C'est moins sur le fonds que l'on doit juger cette folie que sur le dialogue ; il fourmille de traits dont le goût n'adopte pas toujours le choix, mais qui sont toujours gais, et souvent naturels.
La pièce n'a pas été portée aux nues, mais elle a réussi. Plusieurs couplets piquans ont été vivement applaudis, et l'on a ri de bon cœur.
L'ouvrage gagnerait si l'on faisait quelques petites coupures çà et là.
Tiercelin a contribué à ce succès par le comique vrai qu'il a mis en représentant M. Crédule. On a demandé l'auteur, et on est venu nommer M. Martainville.

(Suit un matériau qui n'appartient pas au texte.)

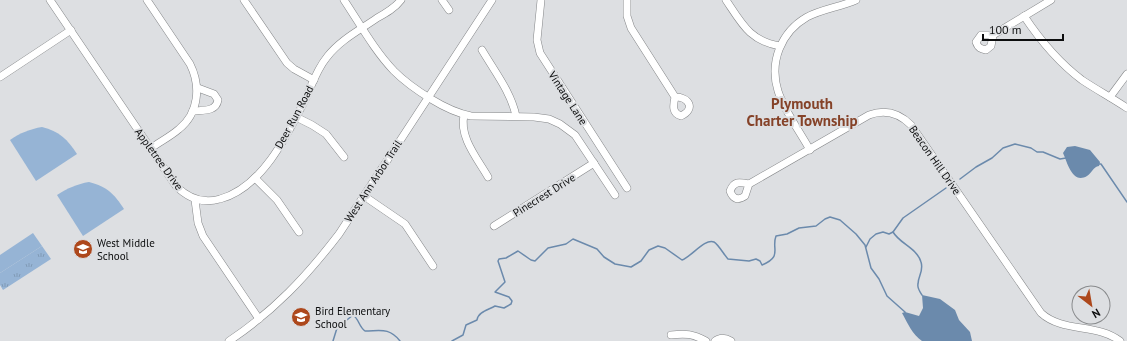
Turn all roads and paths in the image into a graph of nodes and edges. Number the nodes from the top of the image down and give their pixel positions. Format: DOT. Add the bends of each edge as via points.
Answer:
graph roads {
  1 [pos="50,0"];
  2 [pos="147,0"];
  3 [pos="244,0"];
  4 [pos="344,0"];
  5 [pos="401,0"];
  6 [pos="442,0"];
  7 [pos="492,0"];
  8 [pos="541,0"];
  9 [pos="627,0"];
  10 [pos="726,0"];
  11 [pos="856,0"];
  12 [pos="1051,0"];
  13 [pos="840,3"];
  14 [pos="449,10"];
  15 [pos="1024,16"];
  16 [pos="363,28"];
  17 [pos="71,30"];
  18 [pos="993,35"];
  19 [pos="780,46"];
  20 [pos="482,50"];
  21 [pos="1127,74"];
  22 [pos="0,76"];
  23 [pos="314,80"];
  24 [pos="198,88"];
  25 [pos="428,97"];
  26 [pos="675,97"];
  27 [pos="1110,97"];
  28 [pos="1127,108"];
  29 [pos="193,111"];
  30 [pos="464,115"];
  31 [pos="516,116"];
  32 [pos="296,117"];
  33 [pos="150,149"];
  34 [pos="810,150"];
  35 [pos="344,156"];
  36 [pos="594,163"];
  37 [pos="488,177"];
  38 [pos="255,178"];
  39 [pos="749,184"];
  40 [pos="627,188"];
  41 [pos="364,196"];
  42 [pos="615,196"];
  43 [pos="195,200"];
  44 [pos="494,226"];
  45 [pos="299,232"];
  46 [pos="433,266"];
  47 [pos="259,319"];
  48 [pos="671,335"];
  49 [pos="229,341"];
  50 [pos="706,341"];
  51 [pos="715,341"];
  52 [pos="731,341"];
  53 [pos="1120,341"];
  1 -- 17 [label="street, Appletree Drive"];
  2 -- 24 [label="street" via="190,64"];
  3 -- 23 [label="street" via="287,63"];
  4 -- 16 [label="street"];
  5 -- 16 [label="street, Deer Run Road" via="391,10"];
  6 -- 14 [label="street"];
  7 -- 25 [label="street, West Ann Arbor Trail"];
  8 -- 40 [label="street, Vintage Lane" via="537,40 540,54"];
  9 -- 26 [label="street" via="627,16 631,28"];
  10 -- 19 [label="street" via="753,36 762,42"];
  11 -- 13 [label="street"];
  12 -- 15 [label="street"];
  13 -- 19 [label="street" via="801,21 788,33"];
  15 -- 18 [label="street"];
  15 -- 27 [label="street" via="1061,62"];
  16 -- 23 [label="street, Deer Run Road" via="333,50 322,63"];
  16 -- 25 [label="street" via="394,71"];
  17 -- 22 [label="street"];
  17 -- 33 [label="street, Appletree Drive"];
  19 -- 34 [label="street" via="775,67 777,89"];
  20 -- 31 [label="street" via="509,94"];
  21 -- 27 [label="street"];
  23 -- 32 [label="street, Deer Run Road"];
  24 -- 29 [label="street"];
  24 -- 29 [label="street" via="214,94 218,100 214,108"];
  25 -- 30 [label="street"];
  25 -- 41 [label="street, West Ann Arbor Trail"];
  27 -- 28 [label="street"];
  29 -- 33 [label="street" via="179,129"];
  30 -- 31 [label="street"];
  30 -- 37 [label="street" via="462,125 465,137"];
  31 -- 36 [label="street" via="541,118 560,124 575,136"];
  32 -- 35 [label="street" via="326,134"];
  32 -- 38 [label="street, Deer Run Road" via="277,149"];
  33 -- 43 [label="street, Appletree Drive" via="176,186"];
  34 -- 39 [label="street, Beacon Hill Drive"];
  34 -- 53 [label="street, Beacon Hill Drive" via="875,113 887,112 902,118 911,125 1041,313 1057,323 1108,333"];
  36 -- 42 [label="street"];
  36 -- 44 [label="street, Pinecrest Drive"];
  38 -- 43 [label="street, Deer Run Road" via="242,189 224,198 210,201"];
  38 -- 45 [label="street" via="277,200"];
  41 -- 46 [label="street" via="405,224"];
  41 -- 47 [label="street, West Ann Arbor Trail" via="310,271"];
  43 -- 47 [label="street" via="198,223 203,236"];
  47 -- 49 [label="street, West Ann Arbor Trail"];
  48 -- 50 [label="street" via="694,335"];
  51 -- 52 [label="street" via="725,338"];
}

Magasin encyclopédique, ou journal des sciences, des lettres et des arts, 17e année, 1812, tome II, p. 429 :
[La pièce est présentée comme peignant un caractère, mais il semble se réduire à « une foule d'observations comiques ». L’intrigue est nulle, mais la pièce a réussi grâce à des « détails piquans » (les fameuse observations ») : situation souvent décrite dans les critiques.]
M. Crédule, ou il faut se méfier du vendredi, vaudeville en un acte, joué le 22 avril.
Ce caractère donne lieu à une foule d'observations comiques qui ont été saisies avec esprit par l'auteur de la pièce, M. Martainville. L'intrigue est presque nulle; des détails piquans ont fait réussir l'ouvrage.